Lancashire, uncharacteristically sloppy at times in the field during the first half of the day, at least collected one bowling bonus point, although they have just six overs tomorrow in which to claim the wicket that will give them a potentially crucial second.
Questions were beginning to be asked about Somerset’s decision to bat first after they lost Alex Barrow and Chris Wood inside the first hour.
Chapple exploited what seam movement there was with the new ball to locate Barrow’s outside edge, and Wood was taken at gully via inside edge and pad as he pushed forward at Tom Smith
Although Chapple had by then left the field for the first time, he returned off a shorter run to nip one back through the gate of Arul Suppiah, who had taken 72 balls to score his first four and faced 99 in all for his 29.
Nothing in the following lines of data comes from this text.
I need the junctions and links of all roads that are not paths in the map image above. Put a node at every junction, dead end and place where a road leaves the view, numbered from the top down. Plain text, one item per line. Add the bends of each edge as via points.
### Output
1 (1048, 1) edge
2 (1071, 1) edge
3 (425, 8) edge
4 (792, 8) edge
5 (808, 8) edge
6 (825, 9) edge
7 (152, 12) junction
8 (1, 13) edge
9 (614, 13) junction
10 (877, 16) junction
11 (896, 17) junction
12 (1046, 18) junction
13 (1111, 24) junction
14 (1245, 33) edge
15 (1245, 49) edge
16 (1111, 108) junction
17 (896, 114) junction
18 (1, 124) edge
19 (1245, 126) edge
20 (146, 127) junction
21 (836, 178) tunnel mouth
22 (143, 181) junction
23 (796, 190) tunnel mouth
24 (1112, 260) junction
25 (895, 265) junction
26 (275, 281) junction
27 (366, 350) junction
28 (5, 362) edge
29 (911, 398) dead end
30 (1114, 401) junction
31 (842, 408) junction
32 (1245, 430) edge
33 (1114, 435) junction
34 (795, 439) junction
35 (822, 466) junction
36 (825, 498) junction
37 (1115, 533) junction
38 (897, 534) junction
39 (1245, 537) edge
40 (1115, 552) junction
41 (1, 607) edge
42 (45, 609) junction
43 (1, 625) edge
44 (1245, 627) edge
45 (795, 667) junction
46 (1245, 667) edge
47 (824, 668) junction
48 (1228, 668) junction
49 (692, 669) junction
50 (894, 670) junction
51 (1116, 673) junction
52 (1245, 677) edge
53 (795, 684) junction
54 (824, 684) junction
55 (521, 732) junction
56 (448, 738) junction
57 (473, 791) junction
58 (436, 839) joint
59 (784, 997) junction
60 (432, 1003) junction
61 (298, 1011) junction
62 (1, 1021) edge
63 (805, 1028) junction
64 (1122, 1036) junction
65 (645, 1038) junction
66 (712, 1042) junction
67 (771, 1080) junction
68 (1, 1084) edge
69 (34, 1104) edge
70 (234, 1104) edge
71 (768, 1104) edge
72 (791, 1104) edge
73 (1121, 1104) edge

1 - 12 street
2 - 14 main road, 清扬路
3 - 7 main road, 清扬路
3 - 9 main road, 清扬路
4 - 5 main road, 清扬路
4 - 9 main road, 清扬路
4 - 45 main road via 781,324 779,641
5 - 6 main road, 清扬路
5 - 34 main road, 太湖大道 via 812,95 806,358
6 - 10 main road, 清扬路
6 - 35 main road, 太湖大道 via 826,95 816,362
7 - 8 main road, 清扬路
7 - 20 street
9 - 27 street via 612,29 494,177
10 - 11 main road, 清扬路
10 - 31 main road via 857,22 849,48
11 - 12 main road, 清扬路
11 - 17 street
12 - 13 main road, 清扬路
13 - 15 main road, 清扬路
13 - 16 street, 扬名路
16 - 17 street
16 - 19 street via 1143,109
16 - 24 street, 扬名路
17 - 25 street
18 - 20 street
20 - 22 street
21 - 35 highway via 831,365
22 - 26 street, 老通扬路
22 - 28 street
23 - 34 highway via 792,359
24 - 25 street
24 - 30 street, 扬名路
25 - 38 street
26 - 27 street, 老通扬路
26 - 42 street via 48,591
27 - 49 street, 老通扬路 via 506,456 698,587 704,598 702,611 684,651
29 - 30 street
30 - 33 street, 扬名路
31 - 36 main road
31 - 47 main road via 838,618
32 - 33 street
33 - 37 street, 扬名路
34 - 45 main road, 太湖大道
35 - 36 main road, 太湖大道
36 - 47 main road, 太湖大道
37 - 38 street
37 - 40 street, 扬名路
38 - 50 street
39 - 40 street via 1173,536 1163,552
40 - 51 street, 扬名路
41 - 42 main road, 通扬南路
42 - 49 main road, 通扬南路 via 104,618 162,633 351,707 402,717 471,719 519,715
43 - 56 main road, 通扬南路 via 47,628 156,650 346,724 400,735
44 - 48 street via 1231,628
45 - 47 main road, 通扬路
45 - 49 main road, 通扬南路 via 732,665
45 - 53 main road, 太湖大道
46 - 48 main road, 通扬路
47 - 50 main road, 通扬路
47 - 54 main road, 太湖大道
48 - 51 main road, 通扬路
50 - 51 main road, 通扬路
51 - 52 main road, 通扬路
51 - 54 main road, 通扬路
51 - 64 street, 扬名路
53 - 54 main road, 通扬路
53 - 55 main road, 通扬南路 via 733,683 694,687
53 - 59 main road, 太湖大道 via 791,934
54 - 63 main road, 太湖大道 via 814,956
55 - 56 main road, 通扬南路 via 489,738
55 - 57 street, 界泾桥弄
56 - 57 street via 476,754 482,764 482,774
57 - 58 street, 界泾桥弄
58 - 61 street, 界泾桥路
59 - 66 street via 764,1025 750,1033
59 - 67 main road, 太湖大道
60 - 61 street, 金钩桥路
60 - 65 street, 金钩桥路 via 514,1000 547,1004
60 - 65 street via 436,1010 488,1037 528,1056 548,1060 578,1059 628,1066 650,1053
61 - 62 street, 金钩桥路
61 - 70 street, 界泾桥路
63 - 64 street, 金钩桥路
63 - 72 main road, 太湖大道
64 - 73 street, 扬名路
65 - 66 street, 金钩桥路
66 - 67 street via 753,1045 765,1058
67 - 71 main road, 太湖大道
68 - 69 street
Somerset dominated the afternoon session, Hildreth capitalising on Smith’s miss at second slip – a sharp chance to his left off Luke Procter – to race to a boundary-laden fifty shortly after lunch.
Buttler, like his partner, endured the occasional nervous moment early on as he tried to force the pace, and Stephen Moore would have had the choice of ends for a likely run-out had he collected the ball cleanly at cover.
The score was 163 for three at the time, and read 259 by the time the partnership was finally broken almost an hour after tea.
In the meantime, Hildreth drove beautifully, especially wide of mid-on against what little spin Lancashire’s pair of left-armers extracted from a reliable pitch.
It said much for his early fluency that he could afford to slow down and still reach a 118-ball century, completed courtesy of a wonderfully effortless six over long-on.
Given that Lancashire bowled and fielded with much greater discipline either side of tea, it was ironic that the breakthrough came courtesy of a Keedy full toss, which Buttler drove tamely back to the bowler.
Trego, beaten in the flight, was taken low down by Smith at cover moments later, during a 40-over passage in which Somerset failed to find the boundary.
The new ball allowed more marginally more scoring opportunities, but Hildreth and Craig Meschede were largely content with occupation of the crease as they survived until the close of a day that saw 104 overs.